Chime 2015 academic conference is going to begin next Wednesday onward. The Conference in this year will be held at Geneva Univeristy, a well-known university in Europe with the world-ranking 27. The main theme, of course, centers around all kinds of Chinese music, ranging from pop music and traditional ethnic music, to contemporary new music. It is my pleasure that my paper has been accepted and will be delivered on Oct 22, 2015. Since the website for the Conference has just finished a few weeks ago, the time to post all information about the event is not enough to open to the public. My proposal of the presentation, therefore, is published here for all friends' and colleagues' sharing.

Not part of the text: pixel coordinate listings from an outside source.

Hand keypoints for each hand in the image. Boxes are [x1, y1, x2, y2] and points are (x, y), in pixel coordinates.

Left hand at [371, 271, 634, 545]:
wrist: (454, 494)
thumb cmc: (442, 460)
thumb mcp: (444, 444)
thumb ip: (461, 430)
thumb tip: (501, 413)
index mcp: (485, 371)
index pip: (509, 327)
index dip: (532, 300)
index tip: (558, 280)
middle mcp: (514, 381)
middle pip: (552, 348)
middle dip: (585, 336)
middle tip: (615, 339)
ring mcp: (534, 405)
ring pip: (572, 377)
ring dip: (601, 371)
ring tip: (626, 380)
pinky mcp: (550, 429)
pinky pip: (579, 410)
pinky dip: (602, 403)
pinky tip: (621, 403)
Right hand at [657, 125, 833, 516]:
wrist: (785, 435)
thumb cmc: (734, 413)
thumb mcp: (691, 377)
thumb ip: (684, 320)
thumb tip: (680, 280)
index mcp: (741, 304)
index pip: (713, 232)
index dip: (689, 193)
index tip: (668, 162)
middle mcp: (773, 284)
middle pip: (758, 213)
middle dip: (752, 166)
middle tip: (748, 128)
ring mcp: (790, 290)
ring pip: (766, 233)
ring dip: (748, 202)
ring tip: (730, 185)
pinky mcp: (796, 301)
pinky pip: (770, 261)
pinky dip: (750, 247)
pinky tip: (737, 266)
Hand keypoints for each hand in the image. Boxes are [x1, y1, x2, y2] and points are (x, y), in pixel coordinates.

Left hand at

For the Conference Event, please visit the followings:
http://www.chime2015.org/
Hope you will enjoy it.
The Proposal:
Whose Face? China
Hongkongese or Hong Kong Chinese:
Reshaping the “Chineseness”
by Hearing the Quoted Tunes in
Two Contemporary Hong Kong Compositions
When the umbrellas were held up against the tear gas attack in the
protest on September 28, 2014, the hot issue raised by the marathon-like Yellow
Umbrella Movement was not only the matter of politics but also a coincidence created
for the locals to face or be faced with an already moot cliché: How Hongkongese
can redefine their identity, particularly under the increasingly hegemonic influences
from the mainland. My present paper is not intended to discuss the topic of “identity”

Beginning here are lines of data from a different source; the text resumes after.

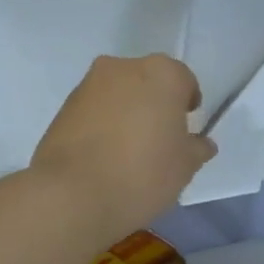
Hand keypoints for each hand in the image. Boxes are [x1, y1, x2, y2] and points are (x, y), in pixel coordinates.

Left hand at [32, 55, 217, 241]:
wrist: (72, 195)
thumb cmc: (142, 174)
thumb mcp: (184, 167)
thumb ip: (196, 149)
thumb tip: (200, 143)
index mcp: (161, 73)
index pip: (183, 81)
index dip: (187, 104)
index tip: (185, 130)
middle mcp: (122, 67)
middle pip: (147, 82)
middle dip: (154, 104)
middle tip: (157, 140)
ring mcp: (88, 85)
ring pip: (117, 95)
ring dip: (125, 113)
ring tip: (127, 153)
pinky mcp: (62, 107)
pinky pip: (93, 111)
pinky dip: (101, 125)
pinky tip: (103, 157)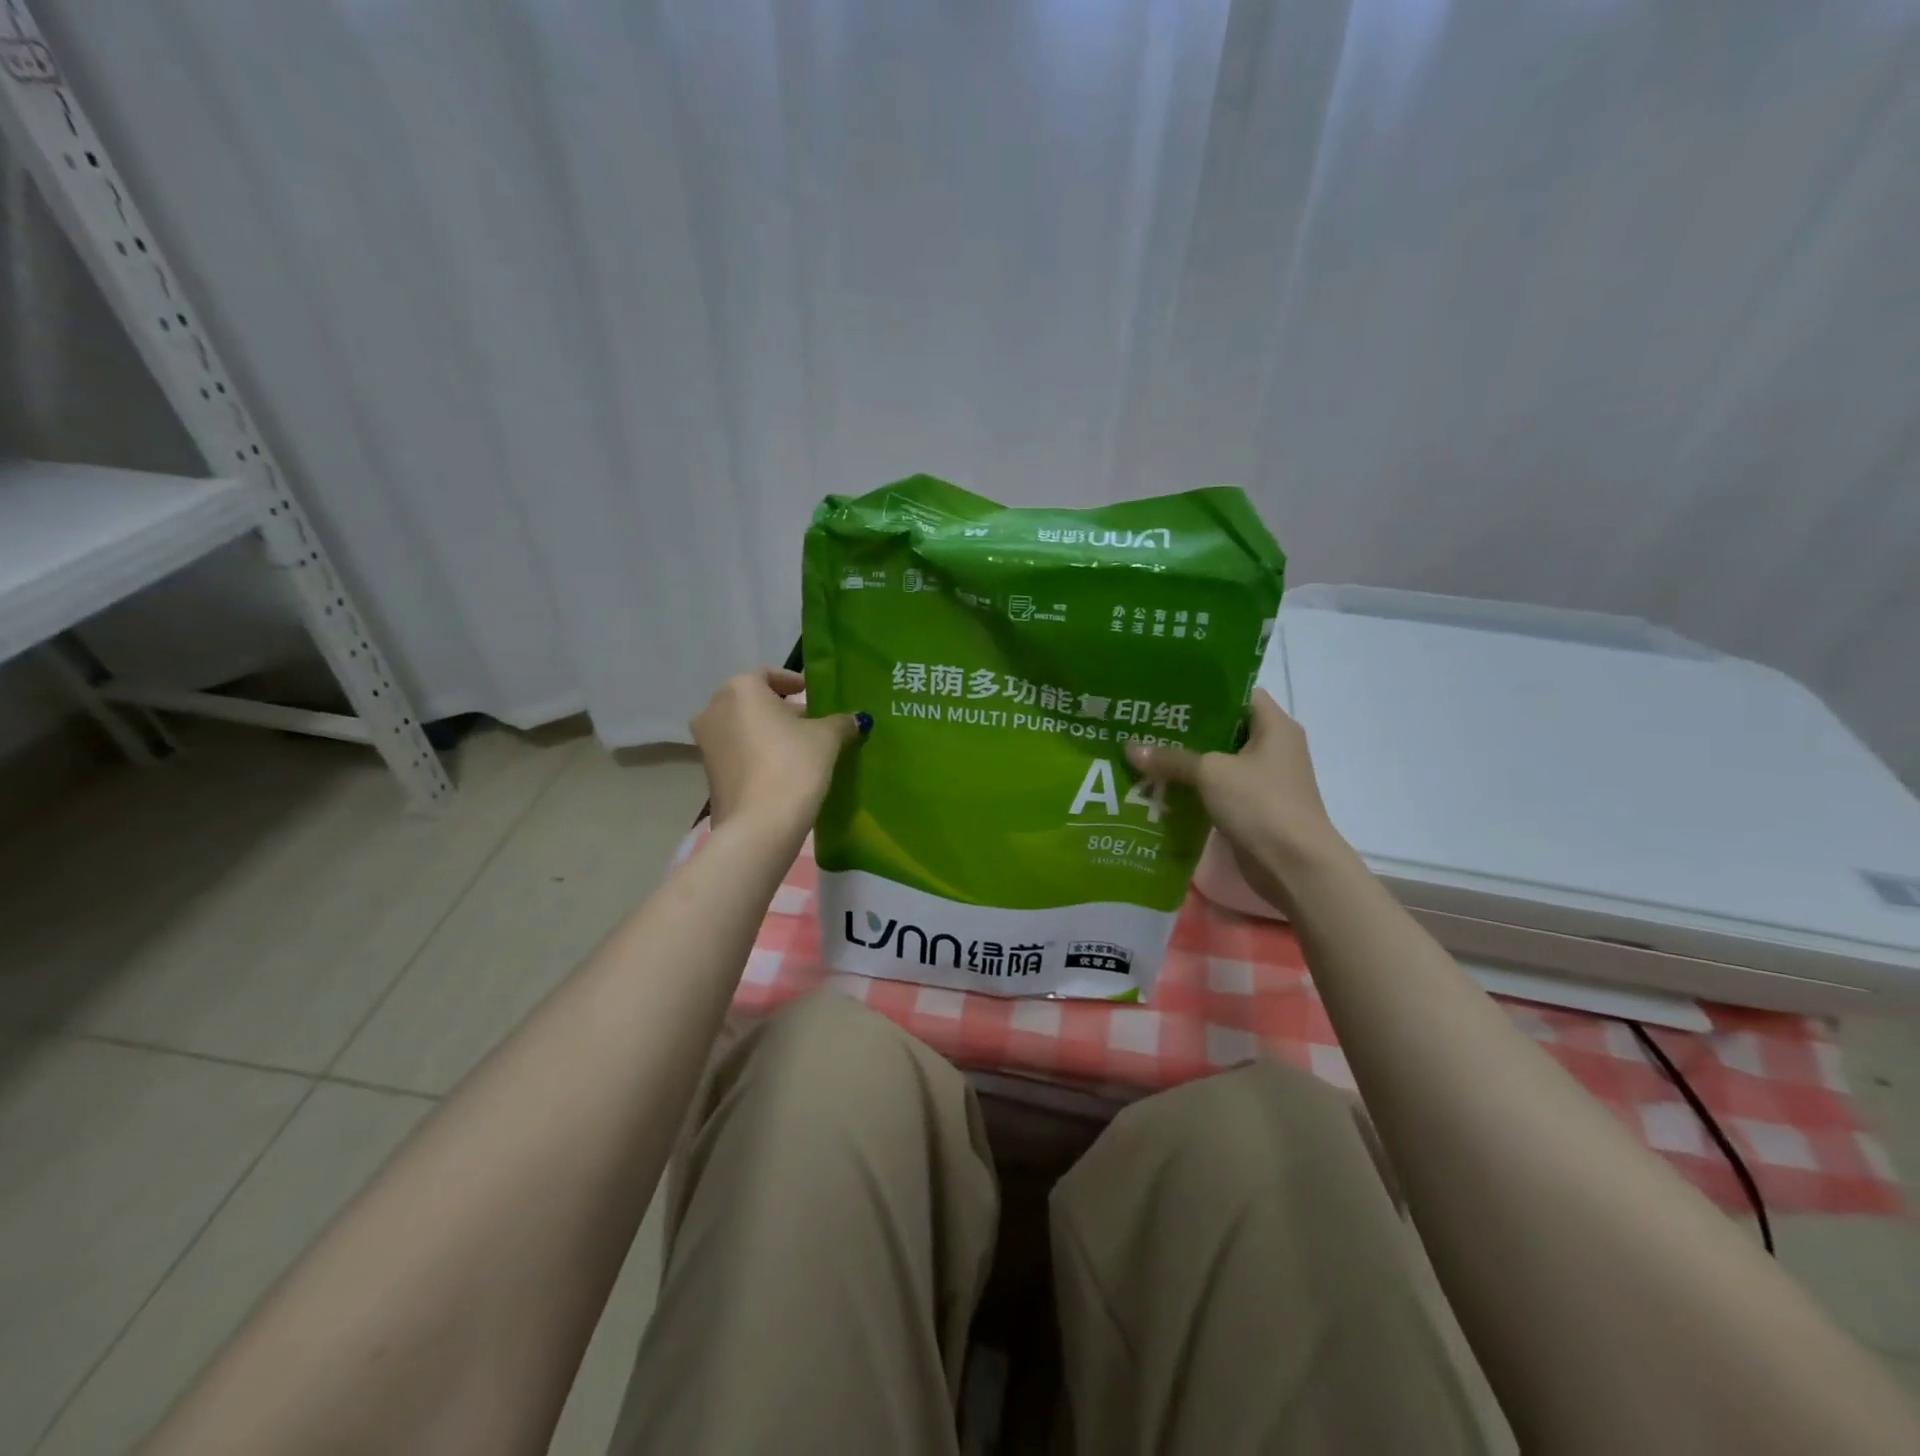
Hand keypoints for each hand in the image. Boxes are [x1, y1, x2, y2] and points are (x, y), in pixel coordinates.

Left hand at [692, 669, 867, 832]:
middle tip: (813, 723)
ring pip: (744, 727)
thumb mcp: (827, 738)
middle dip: (783, 710)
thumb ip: (841, 722)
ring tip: (802, 748)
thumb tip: (855, 720)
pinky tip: (784, 768)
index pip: (768, 674)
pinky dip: (758, 752)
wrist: (760, 825)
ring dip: (770, 732)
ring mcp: (706, 743)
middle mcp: (714, 709)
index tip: (812, 693)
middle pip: (754, 701)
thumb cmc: (793, 765)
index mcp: (740, 689)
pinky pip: (738, 751)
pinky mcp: (709, 773)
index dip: (792, 682)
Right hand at [1124, 689, 1342, 911]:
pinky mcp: (1253, 807)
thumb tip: (1130, 748)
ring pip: (1218, 761)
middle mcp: (1273, 748)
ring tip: (1145, 752)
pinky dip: (1193, 788)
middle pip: (1224, 728)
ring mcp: (1264, 780)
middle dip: (1186, 728)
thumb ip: (1172, 758)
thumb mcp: (1211, 773)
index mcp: (1274, 727)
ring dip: (1186, 761)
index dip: (1205, 690)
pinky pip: (1217, 789)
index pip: (1239, 693)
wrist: (1295, 866)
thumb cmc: (1261, 804)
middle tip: (1146, 722)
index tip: (1168, 692)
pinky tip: (1160, 787)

on the platform of postcolonial studies such as transculturation. But instead, I
am far more interested in locating such issue on the aesthetic dimension of
collective memory, which is revealed in two Hong Kong contemporary
compositions, Tung’s The Book of Laughter
and Forgetting (2002), and Chan’s The
Enigma of Moon (1998). In the process of shaping and reshaping the “Chineseness”,
a new face, in which the composers tend to create, and the local listeners tend
to experience, albeit transient, can appear in every nuance of sonic metaphor.

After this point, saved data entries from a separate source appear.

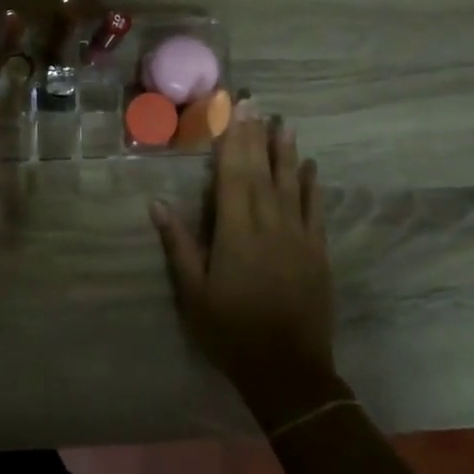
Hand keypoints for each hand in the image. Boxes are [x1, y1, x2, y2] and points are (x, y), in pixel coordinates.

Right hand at [151, 108, 338, 429]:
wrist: (288, 371)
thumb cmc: (230, 331)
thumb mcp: (193, 292)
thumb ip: (179, 244)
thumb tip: (157, 203)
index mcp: (236, 232)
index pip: (232, 175)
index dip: (231, 140)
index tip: (231, 111)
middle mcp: (269, 224)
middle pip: (260, 171)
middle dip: (255, 135)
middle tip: (254, 102)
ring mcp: (298, 236)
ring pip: (290, 183)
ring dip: (285, 151)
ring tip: (283, 122)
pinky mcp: (317, 251)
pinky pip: (315, 209)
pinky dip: (311, 185)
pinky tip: (310, 166)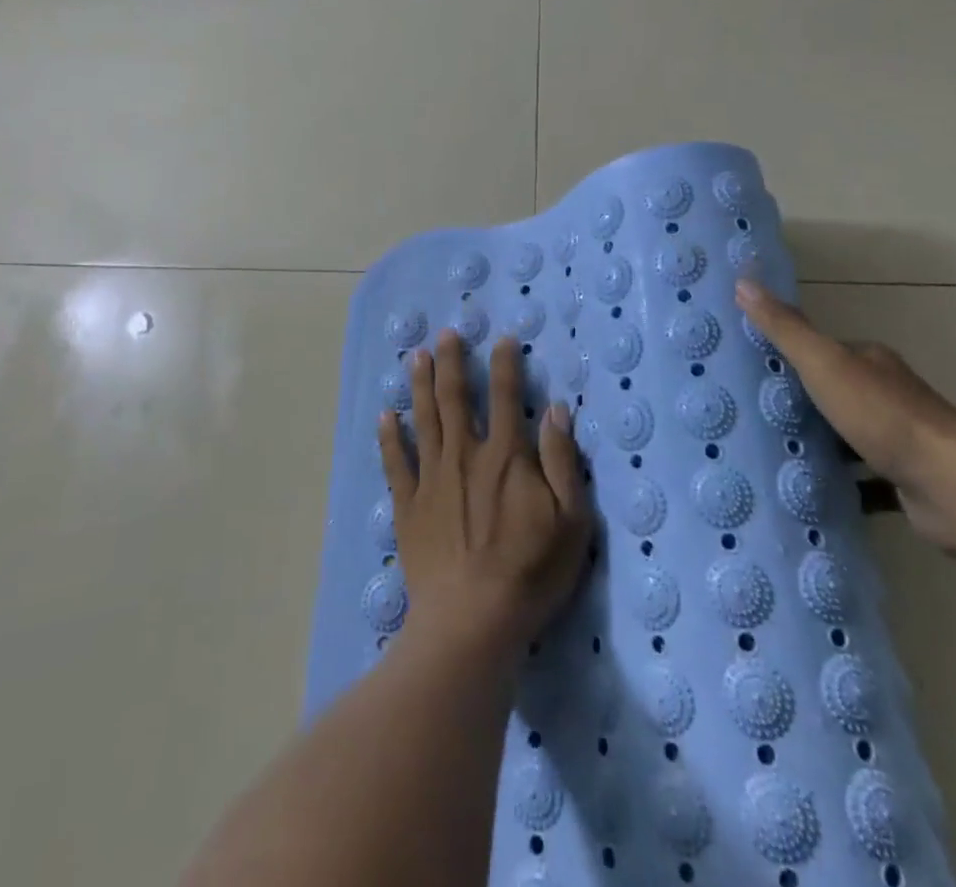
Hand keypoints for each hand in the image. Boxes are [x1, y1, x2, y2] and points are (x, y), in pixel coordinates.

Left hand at [378, 331, 590, 664]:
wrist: (471, 621)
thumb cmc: (530, 572)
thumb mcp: (570, 520)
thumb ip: (563, 461)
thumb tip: (556, 410)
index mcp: (505, 456)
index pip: (506, 397)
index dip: (505, 365)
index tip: (502, 338)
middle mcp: (465, 455)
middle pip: (456, 398)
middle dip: (451, 362)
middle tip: (445, 334)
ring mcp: (432, 479)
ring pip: (424, 420)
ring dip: (420, 385)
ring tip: (415, 356)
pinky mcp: (408, 506)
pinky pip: (395, 463)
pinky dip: (389, 437)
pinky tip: (385, 416)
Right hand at [736, 278, 955, 552]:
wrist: (952, 486)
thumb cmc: (883, 415)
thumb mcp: (823, 363)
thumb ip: (785, 328)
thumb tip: (743, 281)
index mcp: (870, 362)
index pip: (823, 351)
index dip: (789, 357)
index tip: (751, 372)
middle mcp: (888, 395)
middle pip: (834, 394)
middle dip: (799, 405)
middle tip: (752, 417)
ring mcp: (900, 440)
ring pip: (848, 438)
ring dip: (818, 446)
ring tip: (772, 455)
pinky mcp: (906, 481)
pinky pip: (864, 480)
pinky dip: (841, 485)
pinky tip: (809, 493)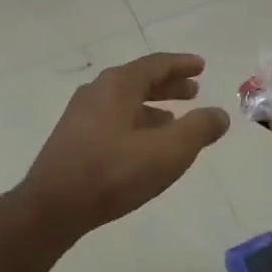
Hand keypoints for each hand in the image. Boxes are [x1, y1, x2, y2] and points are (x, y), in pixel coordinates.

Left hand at [15, 52, 230, 235]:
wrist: (53, 207)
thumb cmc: (114, 172)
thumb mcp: (168, 152)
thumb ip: (198, 129)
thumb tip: (219, 114)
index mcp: (118, 85)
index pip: (156, 64)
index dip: (181, 64)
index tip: (201, 67)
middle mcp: (97, 91)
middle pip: (139, 80)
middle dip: (168, 85)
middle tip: (193, 92)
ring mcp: (81, 114)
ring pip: (125, 101)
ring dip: (152, 106)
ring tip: (175, 120)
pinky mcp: (73, 138)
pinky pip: (112, 118)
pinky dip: (135, 122)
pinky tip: (144, 145)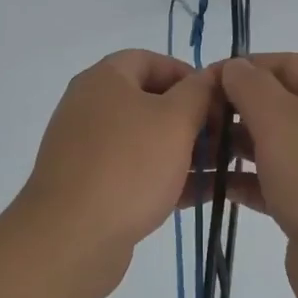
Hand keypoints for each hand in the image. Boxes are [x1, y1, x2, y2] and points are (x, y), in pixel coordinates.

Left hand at [17, 50, 219, 285]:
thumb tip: (212, 75)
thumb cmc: (128, 166)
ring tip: (222, 168)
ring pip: (145, 141)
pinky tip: (201, 195)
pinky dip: (166, 178)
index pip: (149, 60)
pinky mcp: (91, 187)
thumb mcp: (175, 121)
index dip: (188, 74)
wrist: (71, 237)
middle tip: (226, 137)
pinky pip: (135, 173)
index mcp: (104, 80)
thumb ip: (199, 93)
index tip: (219, 99)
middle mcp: (90, 108)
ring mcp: (88, 149)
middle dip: (191, 117)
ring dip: (184, 151)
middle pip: (149, 101)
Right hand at [220, 54, 297, 297]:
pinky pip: (274, 184)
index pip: (289, 64)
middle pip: (281, 105)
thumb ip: (250, 87)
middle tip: (196, 119)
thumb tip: (234, 67)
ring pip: (275, 146)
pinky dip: (246, 181)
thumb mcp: (280, 120)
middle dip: (237, 108)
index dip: (246, 66)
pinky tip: (216, 186)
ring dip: (237, 146)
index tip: (204, 80)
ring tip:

It has been widely known that a sense of history and culture can often
be manifested themselves in the context of collective memory. Acts of recall triggered
by musical sound, I believe, have time and again challenged the destructive
force of time, and drop-by-drop they have woven a picture of what we may now
legitimately call Hong Kong’s “history” and
“culture.” Moreover, to borrow, appropriate or quote from the other
musical cultures for a formally self-contained piece is no longer a
taken-for-granted or unconscious act. Such borrowing is impossible to escape
the question of meaning and motivation of the composer. Yet again this quoted
tune never fails to conjure up a memory in the listener or function as a
representation of one such act of recall from time to time. As such, in this
paper I wish to argue that given Hong Kong’s present unique situation, musical quotation
– typically, a fragment borrowed from indigenous folk tune and Cantonese traditional
opera – is illustrative of the workings of collective memory. Be it a tune,
rhythm or sonority, a reference to a style or genre, a quotation is a tangible
link between the sonic and cultural reality of the past and those of the
present as well as metaphor for the formation of Hong Kong “Chineseness”,
forming part of the local cultural identity.